The value of that treaty has never been questioned.  But, as with any treaty, with any law, it is only effective when enforced.   And right now, in too many cases, the United States is not being faithful to this law.  That failure puts Americans in other countries at risk. 

This should not be a partisan issue. President George W. Bush tried to fix the problem through an executive memorandum but the Supreme Court rejected that approach.  In a decision by Chief Justice Roberts, the Court agreed that reciprocal observance of the treaty was a “plainly compelling” American interest, but ruled that the solution had to be implemented by Congress and not the President.  The legislation I introduced follows the approach taken by President Bush but does it, as Chief Justice Roberts insisted, by way of implementing legislation.

I recognize that solving this problem requires us to deal with cases involving heinous crimes. In no way do I want to minimize the seriousness of these crimes or the importance of seeing justice done for the victims of these crimes.  As a former prosecutor, I feel as strongly as anyone about that. This bill is not about letting dangerous criminal go free.  Criminals must be held accountable for their crimes.

What the legislation does is offer a very narrowly crafted solution that will have the least impact possible on those cases and our courts, while maximizing protections for United States citizens. In order to bring the United States into compliance with its legal obligations, the bill merely allows the Federal courts an opportunity to determine if the denial of consular access resulted in an unfair conviction or sentence in a limited number of cases. 

Some have suggested that the bill is an attack on the death penalty or an effort to further delay the habeas corpus review process. Neither claim is true.  That is not what I intend.  The bill provides one-time review for a limited group of cases. It has no effect on habeas review for anyone else. It will not clog our courts, and it will not delay future cases. In fact, moving forward, the bill seeks to eliminate the need for future habeas claims regarding consular notification by ensuring that these claims are dealt with before trial.

Imagine the case of an American sentenced to death in a foreign country without any notification to the United States Government.. Every one of us – Republicans and Democrats – would be outraged.  There are currently foreign nationals on death row in the United States, some of whom were never told of their right to contact their consulate, and their consulate was never informed of their arrest, trial, conviction, or sentence. That is not in compliance with our treaty obligation, which is American law.

I have heard from retired members of the U.S. military urging passage of the bill to protect servicemen and women and their families overseas.  I have heard from former diplomats of both political parties who know that compliance with the treaty is critical for America’s national security and commercial interests. 

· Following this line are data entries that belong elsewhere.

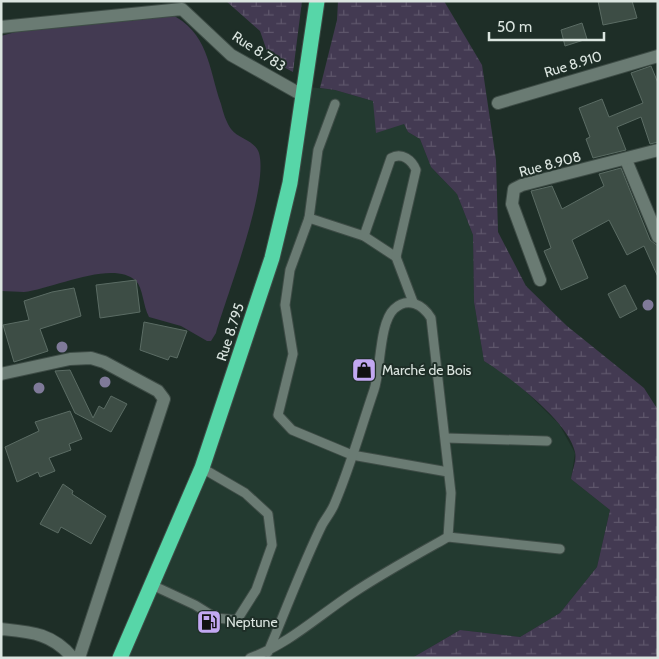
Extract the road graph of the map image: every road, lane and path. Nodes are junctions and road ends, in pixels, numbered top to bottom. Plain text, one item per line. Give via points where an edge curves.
1 (317, 1) edge
2 (1, 27) edge
3 (658, 56) edge
4 (302, 95) junction
5 (498, 103) dead end
6 (334, 104) dead end
7 (658, 150) edge
8 (626, 160) junction
9 (309, 218) junction
10 (364, 236) junction
11 (658, 237) edge
12 (396, 257) junction
13 (540, 280) dead end
14 (413, 302) junction
15 (1, 374) edge
16 (446, 438) junction
17 (547, 441) dead end
18 (352, 455) junction
19 (202, 468) junction
20 (448, 472) junction
21 (448, 537) junction
22 (560, 549) dead end
23 (152, 585) junction
24 (1, 629) edge
25 (268, 652) junction
26 (73, 658) edge
27 (79, 658) edge
28 (120, 658) edge
29 (250, 658) edge

1 - 4 highway, Rue 8.795
2 - 4 street, Rue 8.783 via 182,9 231,55
3 - 5 street, Rue 8.910
4 - 19 highway, Rue 8.795 via 290,183 272,258
6 - 9 lane via 318,150
7 - 8 street, Rue 8.908
8 - 11 street
8 - 13 street, Rue 8.908 via 514,189 512,204
9 - 10 lane
9 - 18 lane via 290,270 285,305 293,354 278,415 292,430
10 - 12 lane
10 - 12 lane via 391,158 406,158 413,162 416,170
12 - 14 lane
14 - 16 lane via 425,308 431,318
14 - 18 lane via 393,310 386,324 376,384
15 - 27 street via 70,359 90,358 104,362 158,391 164,399
16 - 17 lane
16 - 20 lane
18 - 20 lane
18 - 25 lane via 334,505
19 - 23 highway, Rue 8.795
19 - 23 lane via 245,492 268,514 272,545 256,590 237,620 216,618
20 - 21 lane via 451,493
21 - 22 lane
21 - 25 lane via 352,594 316,622
23 - 28 highway, Rue 8.795
24 - 26 street via 39,633 64,647
25 - 29 lane

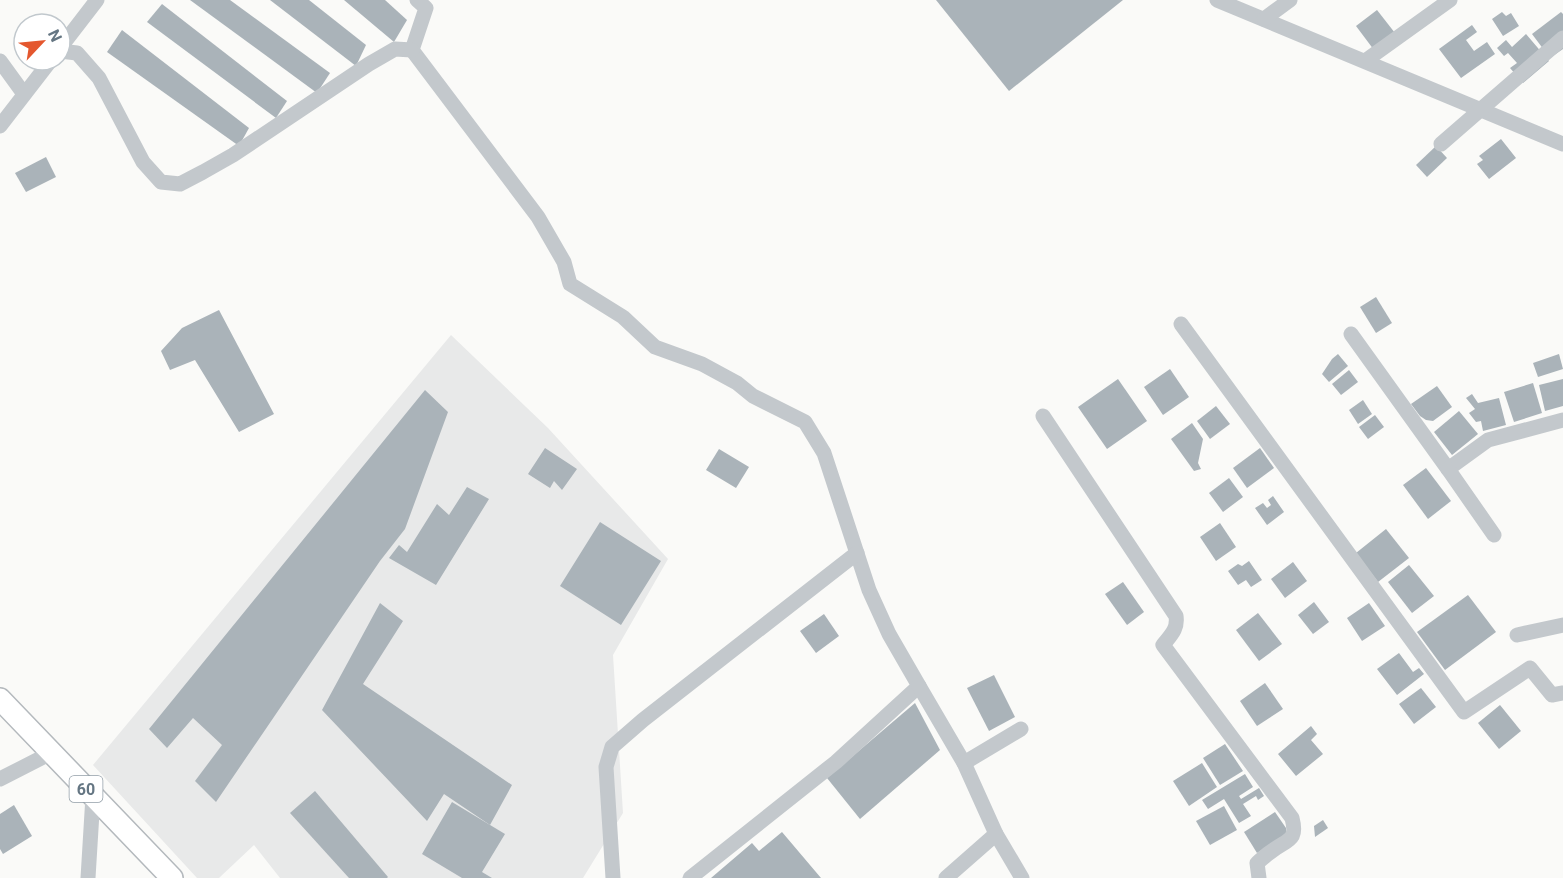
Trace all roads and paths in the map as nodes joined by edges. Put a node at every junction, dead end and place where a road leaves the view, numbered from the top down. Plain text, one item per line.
1 (97, 0) edge
2 (417, 0) edge
3 (1217, 0) edge
4 (1290, 0) edge
5 (1450, 0) edge
6 (1264, 19) junction
7 (72, 33) edge
8 (1563, 38) edge
9 (412, 50) junction
10 (72, 53) edge
11 (0, 61) edge
12 (1365, 62) junction
13 (41, 72) edge
14 (24, 94) junction
15 (1481, 110) junction
16 (0, 126) edge
17 (1441, 144) dead end
18 (1563, 144) edge
19 (1181, 324) dead end
20 (1351, 334) dead end
21 (1043, 416) dead end
22 (1563, 420) edge
23 (1448, 469) junction
24 (1494, 535) dead end
25 (857, 554) junction
26 (1563, 626) edge
27 (1517, 635) dead end
28 (919, 686) junction
29 (1563, 693) edge
30 (0, 699) edge
31 (1021, 729) dead end
32 (51, 753) junction
33 (964, 763) junction
34 (0, 779) edge
35 (93, 796) junction
36 (996, 834) junction
37 (88, 878) edge
38 (172, 878) edge
39 (613, 878) edge
40 (690, 878) edge
41 (945, 878) edge
42 (1022, 878) edge
43 (1259, 878) edge

1 - 7 street
2 - 9 street
3 - 6 street
4 - 6 street
5 - 12 street
6 - 12 street
8 - 15 street
9 - 10 street
9 - 25 street
11 - 14 street
12 - 15 street
13 - 14 street
14 - 16 street
15 - 17 street
15 - 18 street
19 - 29 street
20 - 23 street
21 - 43 street
22 - 23 street
23 - 24 street
25 - 28 street
25 - 39 street
26 - 27 street
28 - 33 street
28 - 40 street
30 - 32 highway, 60
31 - 33 street
32 - 34 street
32 - 35 highway, 60
33 - 36 street
35 - 37 street
35 - 38 highway, 60
36 - 41 street
36 - 42 street

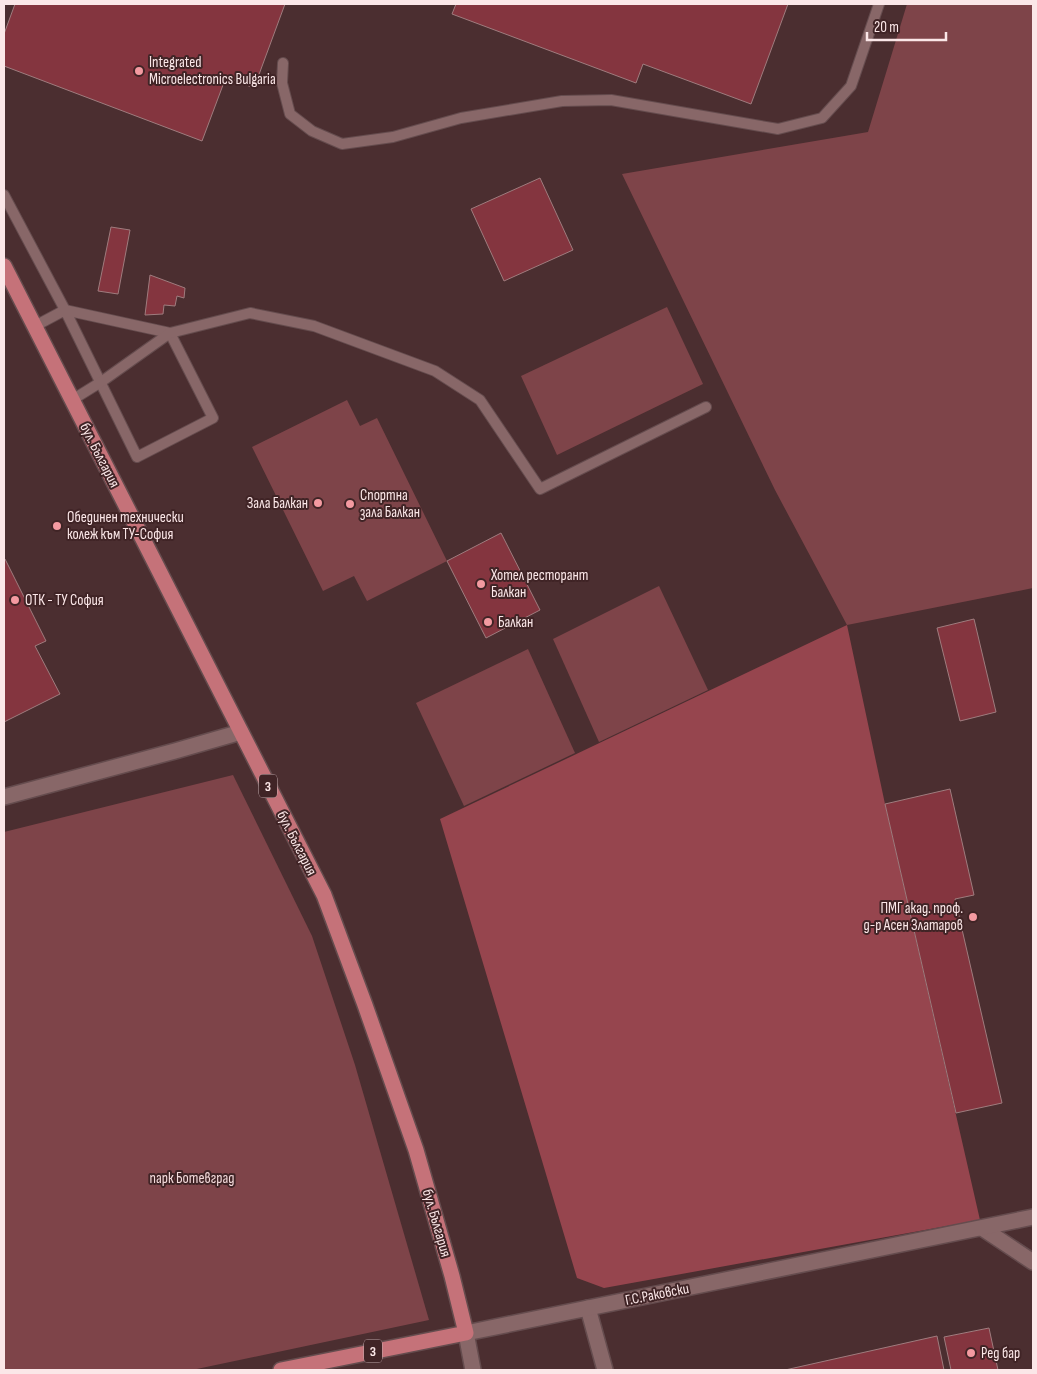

This bill is about three things only. It is about protecting Americans when they work, travel, and serve in the military in foreign countries. It is about fulfilling our obligations and upholding the rule of law. And it is about removing a significant impediment to full and complete cooperation with our international allies on national security and law enforcement efforts that keep Americans safe.  We must bring the United States into compliance with our legal obligations.  We cannot continue to ignore the treaty and expect other countries to honor it.